_Work instructions_: For each line of the data below that holds "Answer", copy the line.

_Dataset extract_:
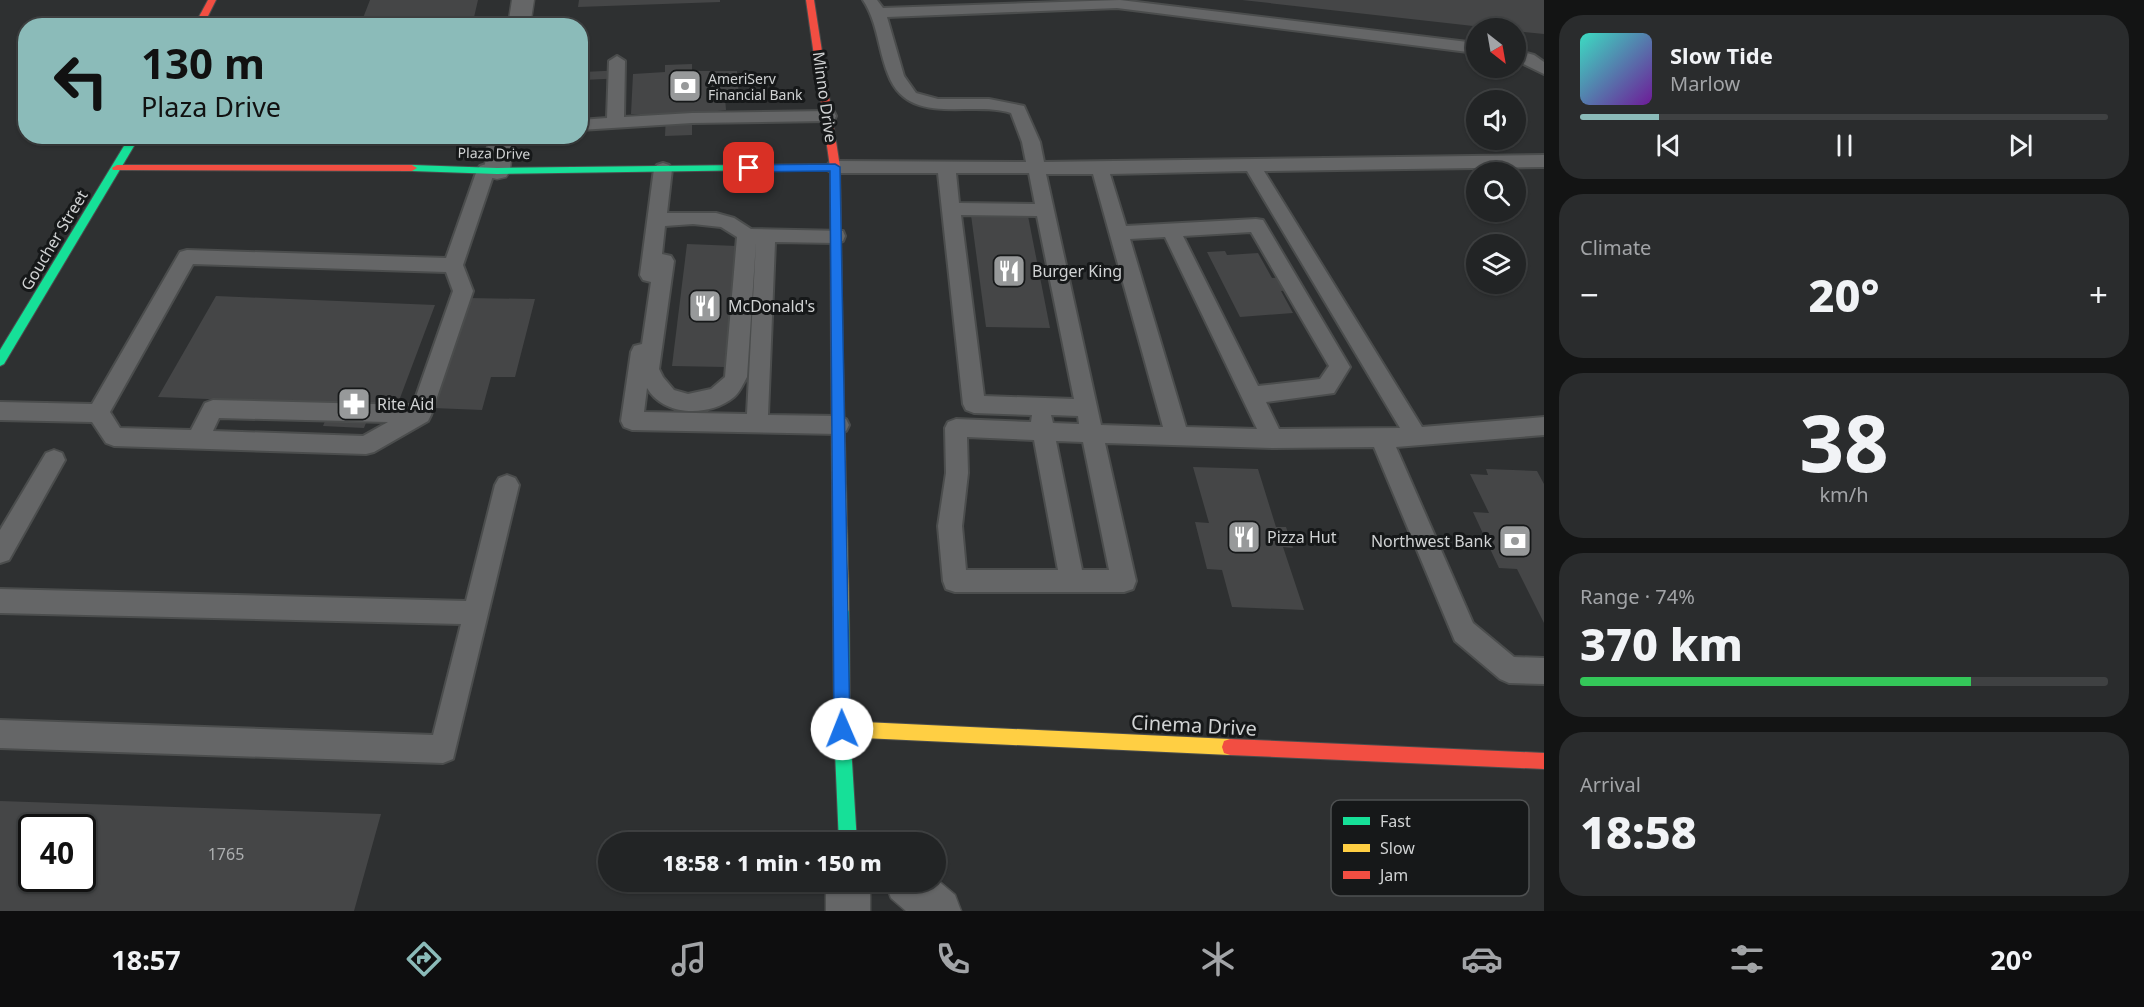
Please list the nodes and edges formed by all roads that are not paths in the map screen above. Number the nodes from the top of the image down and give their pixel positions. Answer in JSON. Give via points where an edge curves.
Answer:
{"nodes":[{"id":1,"x":212,"y":0,"type":"edge"},
{"id":2,"x":524,"y":0,"type":"edge"},
{"id":3,"x":810,"y":0,"type":"edge"},
{"id":4,"x":875,"y":6,"type":"edge"},
{"id":5,"x":202,"y":18,"type":"edge"},
{"id":6,"x":521,"y":18,"type":"edge"},
{"id":7,"x":1466,"y":47,"type":"edge"},
{"id":8,"x":1526,"y":58,"type":"edge"},
{"id":9,"x":610,"y":61,"type":"dead end"},
{"id":10,"x":1544,"y":69,"type":"edge"},
{"id":11,"x":828,"y":116,"type":"junction"},
{"id":12,"x":611,"y":124,"type":"junction"},
{"id":13,"x":588,"y":125,"type":"edge"},
{"id":14,"x":130,"y":144,"type":"edge"},
{"id":15,"x":499,"y":144,"type":"edge"},
{"id":16,"x":1544,"y":161,"type":"edge"},
{"id":17,"x":946,"y":166,"type":"junction"},
{"id":18,"x":835,"y":167,"type":"junction"},
{"id":19,"x":1036,"y":167,"type":"junction"},
{"id":20,"x":1253,"y":167,"type":"junction"},
{"id":21,"x":117,"y":168,"type":"junction"},
{"id":22,"x":1100,"y":168,"type":"junction"},
{"id":23,"x":663,"y":169,"type":"junction"},
{"id":24,"x":491,"y":171,"type":"junction"},
{"id":25,"x":951,"y":209,"type":"junction"},
{"id":26,"x":1045,"y":210,"type":"junction"},
{"id":27,"x":657,"y":220,"type":"junction"},
{"id":28,"x":1171,"y":230,"type":"junction"},
{"id":29,"x":1119,"y":233,"type":"junction"},
{"id":30,"x":757,"y":235,"type":"junction"},
{"id":31,"x":836,"y":236,"type":"junction"},
{"id":32,"x":652,"y":261,"type":"junction"},
{"id":33,"x":453,"y":265,"type":"junction"},
{"id":34,"x":0,"y":361,"type":"edge"},
{"id":35,"x":1252,"y":395,"type":"junction"},
{"id":36,"x":1040,"y":406,"type":"junction"},
{"id":37,"x":1087,"y":408,"type":"junction"},
{"id":38,"x":0,"y":411,"type":"edge"},
{"id":39,"x":98,"y":413,"type":"junction"},
{"id":40,"x":420,"y":415,"type":"junction"},
{"id":41,"x":757,"y":423,"type":"junction"},
{"id":42,"x":205,"y":424,"type":"junction"},
{"id":43,"x":838,"y":424,"type":"junction"},
{"id":44,"x":1544,"y":427,"type":"edge"},
{"id":45,"x":1043,"y":431,"type":"junction"},
{"id":46,"x":1092,"y":432,"type":"junction"},
{"id":47,"x":1177,"y":436,"type":"junction"},
{"id":48,"x":1416,"y":436,"type":"junction"},
{"id":49,"x":1272,"y":437,"type":"junction"},
{"id":50,"x":1381,"y":438,"type":"junction"},
{"id":51,"x":54,"y":460,"type":"dead end"},
{"id":52,"x":507,"y":485,"type":"dead end"},
{"id":53,"x":0,"y":552,"type":"edge"},
{"id":54,"x":1072,"y":581,"type":"junction"},
{"id":55,"x":0,"y":601,"type":"edge"},
{"id":56,"x":476,"y":613,"type":"junction"},
{"id":57,"x":1544,"y":671,"type":"edge"},
{"id":58,"x":842,"y":729,"type":"junction"},
{"id":59,"x":0,"y":734,"type":"edge"},
{"id":60,"x":1544,"y":761,"type":"edge"},
{"id":61,"x":852,"y":832,"type":"edge"},
{"id":62,"x":848,"y":892,"type":"edge"},
{"id":63,"x":918,"y":892,"type":"edge"},
{"id":64,"x":848,"y":911,"type":"edge"},
{"id":65,"x":939,"y":911,"type":"edge"}],
"edges":[{"from":1,"to":5,"type":"street"},
{"from":2,"to":6,"type":"street"},
{"from":3,"to":11,"type":"street","name":"Minno Drive"},
{"from":4,"to":7,"type":"lane","via":[[1117,4]]},
{"from":4,"to":19,"type":"lane","via":[[898,81],[910,97],[932,103],[1002,104],[1018,110]]},
{"from":8,"to":10,"type":"lane"},
{"from":9,"to":12,"type":"lane"},
{"from":11,"to":12,"type":"lane","via":[[638,131]]},
{"from":11,"to":18,"type":"street","name":"Minno Drive"},
{"from":12,"to":13,"type":"lane"},
{"from":14,"to":21,"type":"street","name":"Goucher Street"},
{"from":15,"to":24,"type":"street"},
{"from":16,"to":20,"type":"lane"},
{"from":17,"to":18,"type":"lane"},
{"from":17,"to":19,"type":"lane"},
{"from":17,"to":25,"type":"lane"},
{"from":18,"to":23,"type":"street","name":"Plaza Drive"},
{"from":18,"to":31,"type":"street","name":"Minno Drive"},
{"from":19,"to":22,"type":"lane"},
{"from":19,"to":26,"type":"lane"},
{"from":20,"to":22,"type":"lane"},
{"from":20,"to":48,"type":"lane"},
{"from":21,"to":24,"type":"street","name":"Plaza Drive"},
{"from":21,"to":34,"type":"street","name":"Goucher Street"},
{"from":22,"to":29,"type":"lane"},
{"from":23,"to":24,"type":"street","name":"Plaza Drive"},
{"from":23,"to":27,"type":"lane"},
{"from":24,"to":33,"type":"lane"},
{"from":25,"to":26,"type":"lane"},
{"from":25,"to":36,"type":"lane","via":[[974,404]]},
{"from":26,"to":37,"type":"lane"},
{"from":27,"to":30,"type":"lane","via":[[711,218],[735,223]]},
{"from":27,"to":32,"type":"lane"},
{"from":28,"to":29,"type":"lane"},
{"from":28,"to":35,"type":"lane"},
{"from":28,"to":35,"type":"lane","via":[[1256,225],[1340,367],[1326,387]]},
{"from":29,"to":47,"type":"lane"},
{"from":30,"to":31,"type":"lane"},
{"from":30,"to":32,"type":"lane","via":[[736,377],[728,391],[711,400],[668,398],[655,385],[649,369],[664,261]]},
{"from":30,"to":41,"type":"lane"},
{"from":31,"to":43,"type":"street","name":"Minno Drive"},
{"from":32,"to":41,"type":"lane","via":[[632,421]]},
{"from":33,"to":39,"type":"lane","via":[[187,257]]},
{"from":33,"to":40,"type":"lane","via":[[463,291]]},
{"from":35,"to":49,"type":"lane"},
{"from":36,"to":37,"type":"lane"},
{"from":36,"to":45,"type":"lane"},
{"from":37,"to":46,"type":"lane"},
{"from":38,"to":39,"type":"lane"},
{"from":39,"to":42,"type":"lane","via":[[114,437]]},
{"from":40,"to":42,"type":"lane"},
{"from":40,"to":42,"type":"lane","via":[[389,432]]},
{"from":41,"to":43,"type":"lane"},
{"from":43,"to":58,"type":"street","name":"Minno Drive"},
{"from":44,"to":48,"type":"lane"},
{"from":45,"to":46,"type":"lane"},
{"from":45,"to":54,"type":"lane"},
{"from":45,"to":54,"type":"lane","via":[[956,428],[957,473],[950,526],[955,581]]},
{"from":46,"to":47,"type":"lane"},
{"from":46,"to":54,"type":"lane","via":[[1124,581]]},
{"from":47,"to":49,"type":"lane"},
{"from":48,"to":50,"type":"lane"},
{"from":49,"to":50,"type":"lane"},
{"from":50,"to":57,"type":"lane","via":[[1464,632],[1509,670]]},
{"from":51,"to":53,"type":"lane"},
{"from":52,"to":56,"type":"lane"},
{"from":55,"to":56,"type":"lane"},
{"from":56,"to":59,"type":"lane","via":[[443,749]]},
{"from":58,"to":60,"type":"street","name":"Cinema Drive"},
{"from":58,"to":61,"type":"street","name":"Minno Drive"},
{"from":62,"to":64,"type":"street"},
{"from":63,"to":65,"type":"street"}]}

_Response_:
Please list the nodes and edges formed by all roads that are not paths in the map screen above. Number the nodes from the top of the image down and give their pixel positions. Answer in JSON. Give via points where an edge curves.
Answer:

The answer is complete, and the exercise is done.